La Terrasse

"La culture est une résistance à la distraction" Pasolini

Théâtre - Critique

Ça

Ça - Critique sortie Théâtre
Crédit : Benoîte Fanton / WikiSpectacle Légende : Nathalie Richard et Gérard Watkins se glissent entre les lignes du récit de Jan Ritsema.

Publié le 10 décembre 2010

Jan Ritsema cherche à conjuguer la nouvelle d’Henry James au présent avec deux comédiens de grand talent.
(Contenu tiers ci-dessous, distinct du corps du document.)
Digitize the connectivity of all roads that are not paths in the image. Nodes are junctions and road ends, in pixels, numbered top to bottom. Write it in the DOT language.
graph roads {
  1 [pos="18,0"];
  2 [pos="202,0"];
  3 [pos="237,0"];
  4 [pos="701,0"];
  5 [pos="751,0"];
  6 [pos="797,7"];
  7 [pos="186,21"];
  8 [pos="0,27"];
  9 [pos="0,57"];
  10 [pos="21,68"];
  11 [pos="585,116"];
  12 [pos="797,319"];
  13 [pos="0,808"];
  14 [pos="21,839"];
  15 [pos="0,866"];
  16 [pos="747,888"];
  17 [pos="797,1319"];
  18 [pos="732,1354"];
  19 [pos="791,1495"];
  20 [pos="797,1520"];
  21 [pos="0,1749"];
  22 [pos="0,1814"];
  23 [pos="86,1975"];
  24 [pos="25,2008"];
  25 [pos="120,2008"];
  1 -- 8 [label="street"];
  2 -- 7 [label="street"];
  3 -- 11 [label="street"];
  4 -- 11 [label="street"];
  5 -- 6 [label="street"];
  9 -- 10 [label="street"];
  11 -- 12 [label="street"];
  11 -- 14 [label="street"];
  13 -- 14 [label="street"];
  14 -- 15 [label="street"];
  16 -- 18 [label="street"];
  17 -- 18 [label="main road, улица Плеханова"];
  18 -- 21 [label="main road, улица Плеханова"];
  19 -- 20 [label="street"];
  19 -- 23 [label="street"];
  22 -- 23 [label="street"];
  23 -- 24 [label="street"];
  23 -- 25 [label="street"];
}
Leurs mots se frôlent, s’accrochent, souvent se croisent. Ils glissent dans les plis du souvenir, cherchent les sensations d’hier, les pensées froissées par habitude au fond du cœur. C’était à Naples, voici dix ans. Ils s’étaient rencontrés au caprice du hasard. Ou plutôt effleurés. « Vous avez dit que depuis vos plus tendres années vous aviez, dans votre for intérieur, l’impression d’avoir été destiné à quelque chose d’étrange et d’extraordinaire, une chose prodigieuse et peut-être terrifiante, qui devait vous arriver tôt ou tard ; quelque chose que vous pressentiez avec une certitude inébranlable et qui peut-être vous écraserait. » rappelle-t-elle. Entre eux, un lien secret s’était pourtant noué. Un amour qui ne se savait pas. Entre elle et lui, l’attente de « ça » avait scellé le silence. Ils s’étaient retrouvés ensuite à Weatherend, en Angleterre, avaient continué leur intime conversation. Ce « quelque chose » jamais n’était survenu… Il était là. Il ne l’avait pas vu. Ou trop tard. Quand celle qui avait partagé son secret présage s’était éteinte. La bête dans la jungle, histoire tragique qu’Henri James écrivit d’un trait en 1903, raconte cela… une vie manquée, aveuglée par trop d’égoïsme.
 
Double mise en abime
 
Elle, c’est May Bartam, c’est Nathalie Richard, comédienne. Lui, c’est John Marcher et c’est Gérard Watkins, comédien. L’auteur et metteur en scène flamand Jan Ritsema adapte la nouvelle de James et inscrit le récit dans les anfractuosités du présent, trame les souvenirs, les commentaires, les paroles des personnages et les réflexions sur eux, sur la situation. Les temps s’enchevêtrent, les lignes fictionnelles s’emmêlent et mettent les acteurs tantôt au cœur de la scène, tantôt en surplomb, entre incarnation et distanciation. Ça suit ainsi les circonvolutions de la pensée, qui avance à tâtons dans la mémoire, cherche à comprendre, questionne, s’aventure en son for intérieur, comme autant de tentatives de saisir un réel incertain, qui sans cesse se dérobe. Nathalie Richard et Gérard Watkins habilement jouent de cette double mise en abime. Sur un plateau nu, dressé telle une lande isolée, ils sont May et John, ils sont deux acteurs qui explorent un texte et leur rôle. Pourquoi Jan Ritsema brouille-t-il ce duo en sur-imprimant la bande-son de Viridiana de Luis Buñuel (1961) en bruit de fond ? Cet effet de mise en scène semble aussi inutile qu’insupportable.
 
Gwénola David


Ça, d’après La Bête dans la jungle de Henry James, adaptation de Ger Thijs,Marjon Brandsma et Jan Ritsema, mise en scène de Jan Ritsema. Jusqu’au 10 décembre 2010, à 20h sauf jeudi à 19h, relâche mercredi et dimanche. Théâtre de la Cité internationale, 17 boulevard Jourdan, 75014 Paris. Rens. 01 43 13 50 50 et www.theatredelacite.com.Durée : 1h05.